Some random thoughts (probably not all relevant or even correct)
A 1mod gear with 24 teeth will have a pitch circle diameter (the circle where the teeth mesh) of 24mm. A 0.5 module gear with 24 teeth will have a PCD of 12mm. So, a larger module size means bigger gears. If two gears are to mesh, they will have to have the same module. Chunkier gears (large module) will generally be needed to carry a larger load. More reduction stages means more losses but a more compact gearbox. Gears close to the motor in a gearbox will turn faster and be subject to lower torques so you may use smaller module gears there. Broad gears will better carry a heavy load. Small diameter gears will have less inertia. Multi-stage gearboxes will inevitably have more backlash. Ready-made gears are not cheap. Ready-made gearboxes might be. Making a mulistage gearbox might be too much effort - they need to be well made to work well. Stripping a few gears is an expensive but potentially effective way to learn a lot about gearboxes.

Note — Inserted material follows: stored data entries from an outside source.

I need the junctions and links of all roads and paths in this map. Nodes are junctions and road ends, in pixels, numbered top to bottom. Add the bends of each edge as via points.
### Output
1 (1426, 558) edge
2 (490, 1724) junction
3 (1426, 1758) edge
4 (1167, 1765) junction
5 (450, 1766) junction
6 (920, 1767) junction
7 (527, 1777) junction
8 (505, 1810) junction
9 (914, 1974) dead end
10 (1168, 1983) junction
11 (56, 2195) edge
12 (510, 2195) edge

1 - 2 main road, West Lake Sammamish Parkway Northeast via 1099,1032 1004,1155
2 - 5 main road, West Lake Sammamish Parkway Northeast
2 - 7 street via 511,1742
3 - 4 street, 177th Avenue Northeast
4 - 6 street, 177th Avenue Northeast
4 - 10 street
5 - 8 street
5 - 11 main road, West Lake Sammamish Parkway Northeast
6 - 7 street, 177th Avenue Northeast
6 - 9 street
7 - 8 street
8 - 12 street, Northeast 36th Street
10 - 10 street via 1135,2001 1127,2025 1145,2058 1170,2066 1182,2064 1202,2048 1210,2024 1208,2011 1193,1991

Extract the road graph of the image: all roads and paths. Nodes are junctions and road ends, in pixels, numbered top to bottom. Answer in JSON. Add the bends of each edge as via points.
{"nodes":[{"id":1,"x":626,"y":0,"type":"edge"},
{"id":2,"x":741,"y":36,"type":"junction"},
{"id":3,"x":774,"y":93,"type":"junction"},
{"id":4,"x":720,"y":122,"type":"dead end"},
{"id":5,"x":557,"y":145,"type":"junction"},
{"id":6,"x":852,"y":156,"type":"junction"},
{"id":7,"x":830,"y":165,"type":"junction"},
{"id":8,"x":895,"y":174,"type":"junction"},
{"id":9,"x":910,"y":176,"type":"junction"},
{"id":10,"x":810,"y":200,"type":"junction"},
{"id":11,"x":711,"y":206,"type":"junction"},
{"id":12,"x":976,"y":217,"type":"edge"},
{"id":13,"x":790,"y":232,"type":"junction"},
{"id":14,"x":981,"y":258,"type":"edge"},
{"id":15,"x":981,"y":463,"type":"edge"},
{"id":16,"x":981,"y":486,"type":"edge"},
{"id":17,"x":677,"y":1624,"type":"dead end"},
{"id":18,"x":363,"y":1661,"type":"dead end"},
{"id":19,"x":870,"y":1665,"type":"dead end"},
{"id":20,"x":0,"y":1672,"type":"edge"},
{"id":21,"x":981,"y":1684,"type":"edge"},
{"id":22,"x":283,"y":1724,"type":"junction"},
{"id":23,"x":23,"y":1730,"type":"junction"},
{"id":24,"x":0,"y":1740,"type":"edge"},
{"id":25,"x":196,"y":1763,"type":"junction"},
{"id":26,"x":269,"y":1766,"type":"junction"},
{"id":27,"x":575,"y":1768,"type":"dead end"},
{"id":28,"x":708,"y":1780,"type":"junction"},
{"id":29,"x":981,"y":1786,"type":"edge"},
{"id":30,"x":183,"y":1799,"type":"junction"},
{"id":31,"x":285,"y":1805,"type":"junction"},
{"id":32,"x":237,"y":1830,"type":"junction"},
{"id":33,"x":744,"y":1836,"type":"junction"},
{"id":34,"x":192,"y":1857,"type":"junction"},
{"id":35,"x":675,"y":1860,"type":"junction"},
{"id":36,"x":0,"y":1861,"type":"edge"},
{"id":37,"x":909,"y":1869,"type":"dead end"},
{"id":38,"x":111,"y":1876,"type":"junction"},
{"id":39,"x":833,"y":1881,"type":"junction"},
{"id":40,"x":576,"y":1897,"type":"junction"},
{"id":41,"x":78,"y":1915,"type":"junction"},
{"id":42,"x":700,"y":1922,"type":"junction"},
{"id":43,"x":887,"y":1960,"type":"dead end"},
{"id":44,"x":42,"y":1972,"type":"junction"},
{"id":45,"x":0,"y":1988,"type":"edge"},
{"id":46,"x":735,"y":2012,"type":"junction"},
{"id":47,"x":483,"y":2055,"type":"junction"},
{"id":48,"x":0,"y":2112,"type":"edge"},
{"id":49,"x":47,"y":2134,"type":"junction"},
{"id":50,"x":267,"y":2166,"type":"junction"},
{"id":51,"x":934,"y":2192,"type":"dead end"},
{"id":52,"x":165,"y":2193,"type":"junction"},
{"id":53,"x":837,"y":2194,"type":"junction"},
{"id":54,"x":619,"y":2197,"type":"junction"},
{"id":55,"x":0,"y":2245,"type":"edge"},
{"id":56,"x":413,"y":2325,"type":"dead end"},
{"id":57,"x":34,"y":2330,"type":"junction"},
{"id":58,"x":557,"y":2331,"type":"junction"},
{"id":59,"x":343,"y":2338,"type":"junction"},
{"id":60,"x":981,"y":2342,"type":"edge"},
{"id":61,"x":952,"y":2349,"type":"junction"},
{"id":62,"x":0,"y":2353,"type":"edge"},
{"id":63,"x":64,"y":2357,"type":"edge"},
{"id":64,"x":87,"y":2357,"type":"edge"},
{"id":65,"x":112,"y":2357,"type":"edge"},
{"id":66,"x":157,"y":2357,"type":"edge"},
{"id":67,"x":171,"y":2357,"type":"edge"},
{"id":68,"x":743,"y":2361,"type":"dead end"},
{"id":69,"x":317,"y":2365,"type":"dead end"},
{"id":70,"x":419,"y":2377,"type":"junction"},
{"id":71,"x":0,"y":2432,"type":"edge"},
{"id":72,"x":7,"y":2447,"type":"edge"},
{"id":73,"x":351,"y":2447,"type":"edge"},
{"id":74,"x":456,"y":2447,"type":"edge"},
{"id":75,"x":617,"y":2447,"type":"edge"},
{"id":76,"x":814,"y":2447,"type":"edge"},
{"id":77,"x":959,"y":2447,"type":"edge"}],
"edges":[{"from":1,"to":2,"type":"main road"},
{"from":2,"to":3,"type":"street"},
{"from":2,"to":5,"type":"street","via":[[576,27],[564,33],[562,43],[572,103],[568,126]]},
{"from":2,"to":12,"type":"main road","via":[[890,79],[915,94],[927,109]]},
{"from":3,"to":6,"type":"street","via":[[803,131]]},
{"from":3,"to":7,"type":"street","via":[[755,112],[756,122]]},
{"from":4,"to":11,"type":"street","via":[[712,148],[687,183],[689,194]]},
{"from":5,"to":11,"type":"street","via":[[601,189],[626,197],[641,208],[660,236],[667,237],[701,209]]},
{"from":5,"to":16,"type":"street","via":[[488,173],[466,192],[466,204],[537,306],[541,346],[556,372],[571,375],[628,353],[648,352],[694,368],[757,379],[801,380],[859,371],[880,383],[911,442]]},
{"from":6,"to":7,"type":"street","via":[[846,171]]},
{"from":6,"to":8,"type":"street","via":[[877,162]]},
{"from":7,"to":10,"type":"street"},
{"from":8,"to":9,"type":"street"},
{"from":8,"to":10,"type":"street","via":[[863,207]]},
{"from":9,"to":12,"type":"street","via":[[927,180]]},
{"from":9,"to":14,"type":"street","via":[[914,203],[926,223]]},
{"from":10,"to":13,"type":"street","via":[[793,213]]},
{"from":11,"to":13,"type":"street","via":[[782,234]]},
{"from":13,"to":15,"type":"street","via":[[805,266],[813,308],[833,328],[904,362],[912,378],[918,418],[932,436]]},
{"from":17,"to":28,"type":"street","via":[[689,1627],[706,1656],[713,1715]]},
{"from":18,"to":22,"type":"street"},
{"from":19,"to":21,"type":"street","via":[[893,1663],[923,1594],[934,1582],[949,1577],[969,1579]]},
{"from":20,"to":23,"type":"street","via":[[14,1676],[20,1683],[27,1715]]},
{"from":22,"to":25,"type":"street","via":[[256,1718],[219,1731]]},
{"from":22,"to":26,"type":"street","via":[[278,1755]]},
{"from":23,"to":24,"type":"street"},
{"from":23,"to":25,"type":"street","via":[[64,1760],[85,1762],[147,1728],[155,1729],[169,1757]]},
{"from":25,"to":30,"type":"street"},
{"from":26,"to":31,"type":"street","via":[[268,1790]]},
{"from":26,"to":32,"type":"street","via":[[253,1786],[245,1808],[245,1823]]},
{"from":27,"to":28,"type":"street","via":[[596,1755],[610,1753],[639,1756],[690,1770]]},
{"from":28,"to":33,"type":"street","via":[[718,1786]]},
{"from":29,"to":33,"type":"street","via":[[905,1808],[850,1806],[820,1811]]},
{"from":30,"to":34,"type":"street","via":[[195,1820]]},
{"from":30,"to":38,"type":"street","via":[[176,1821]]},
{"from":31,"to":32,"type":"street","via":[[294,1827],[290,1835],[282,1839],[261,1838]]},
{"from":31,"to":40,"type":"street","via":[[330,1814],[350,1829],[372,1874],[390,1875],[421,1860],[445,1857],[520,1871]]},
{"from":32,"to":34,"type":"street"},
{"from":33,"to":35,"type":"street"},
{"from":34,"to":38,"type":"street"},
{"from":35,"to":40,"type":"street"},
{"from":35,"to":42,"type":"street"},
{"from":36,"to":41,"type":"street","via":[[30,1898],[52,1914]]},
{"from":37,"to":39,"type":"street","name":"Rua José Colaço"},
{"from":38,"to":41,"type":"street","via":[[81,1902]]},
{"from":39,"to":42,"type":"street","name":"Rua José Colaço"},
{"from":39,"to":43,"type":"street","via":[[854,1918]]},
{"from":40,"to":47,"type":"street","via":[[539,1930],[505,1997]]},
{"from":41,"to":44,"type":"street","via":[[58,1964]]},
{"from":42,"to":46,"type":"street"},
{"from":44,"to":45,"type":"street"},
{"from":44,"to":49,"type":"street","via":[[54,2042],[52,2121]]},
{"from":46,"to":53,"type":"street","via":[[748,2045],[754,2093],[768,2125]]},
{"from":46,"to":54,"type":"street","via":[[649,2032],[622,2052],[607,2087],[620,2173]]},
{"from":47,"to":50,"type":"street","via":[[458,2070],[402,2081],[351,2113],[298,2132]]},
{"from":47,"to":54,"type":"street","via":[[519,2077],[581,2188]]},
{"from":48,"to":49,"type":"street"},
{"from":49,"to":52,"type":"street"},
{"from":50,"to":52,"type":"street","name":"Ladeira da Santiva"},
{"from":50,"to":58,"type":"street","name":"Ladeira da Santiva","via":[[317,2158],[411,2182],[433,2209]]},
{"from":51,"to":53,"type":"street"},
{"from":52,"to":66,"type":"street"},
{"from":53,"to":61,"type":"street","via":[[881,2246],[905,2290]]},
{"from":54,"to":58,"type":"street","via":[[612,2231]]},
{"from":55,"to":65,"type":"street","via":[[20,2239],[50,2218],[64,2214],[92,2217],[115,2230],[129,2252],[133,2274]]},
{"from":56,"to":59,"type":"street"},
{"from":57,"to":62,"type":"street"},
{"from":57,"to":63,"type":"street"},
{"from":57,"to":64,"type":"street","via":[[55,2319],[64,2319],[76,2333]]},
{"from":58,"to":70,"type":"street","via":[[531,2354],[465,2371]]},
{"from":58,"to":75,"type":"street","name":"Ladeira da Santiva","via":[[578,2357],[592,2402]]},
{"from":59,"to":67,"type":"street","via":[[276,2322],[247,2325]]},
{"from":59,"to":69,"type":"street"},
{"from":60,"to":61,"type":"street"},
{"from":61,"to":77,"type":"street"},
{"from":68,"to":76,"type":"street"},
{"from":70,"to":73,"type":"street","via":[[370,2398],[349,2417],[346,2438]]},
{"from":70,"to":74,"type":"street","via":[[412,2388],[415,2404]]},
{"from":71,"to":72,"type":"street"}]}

(To be fair though, you could have given a more detailed description of your application)
Pete Harrison
Reply to
Peter Harrison
LOL!
Nick
Reply to
Nick Mueller
Maybe you should ask your question different: Do you have a given load, distance between axles, ratio, RPM, limited space, ...
Nick
Reply to
Nick Mueller
Thanks Pete,
Michael
Reply to
Michael
A gear, singular, is not particular, any MOD will do, however if it needs to engage with another that is a different matter. Matters of centres, ratio and hp transmitted need to be addressed. Perhaps as a young 'un you need to address the paucity of information you supplied, then you may tend to receive more pertinent responses. Text messaging has a lot to answer for.
Tom
Reply to
Tom
Nick,
Although I do need to work out a suitable gear MOD it was also a question of general interest.....As I said in a previous post, I was thinking there would be some super duper formula or equation that gives you it.....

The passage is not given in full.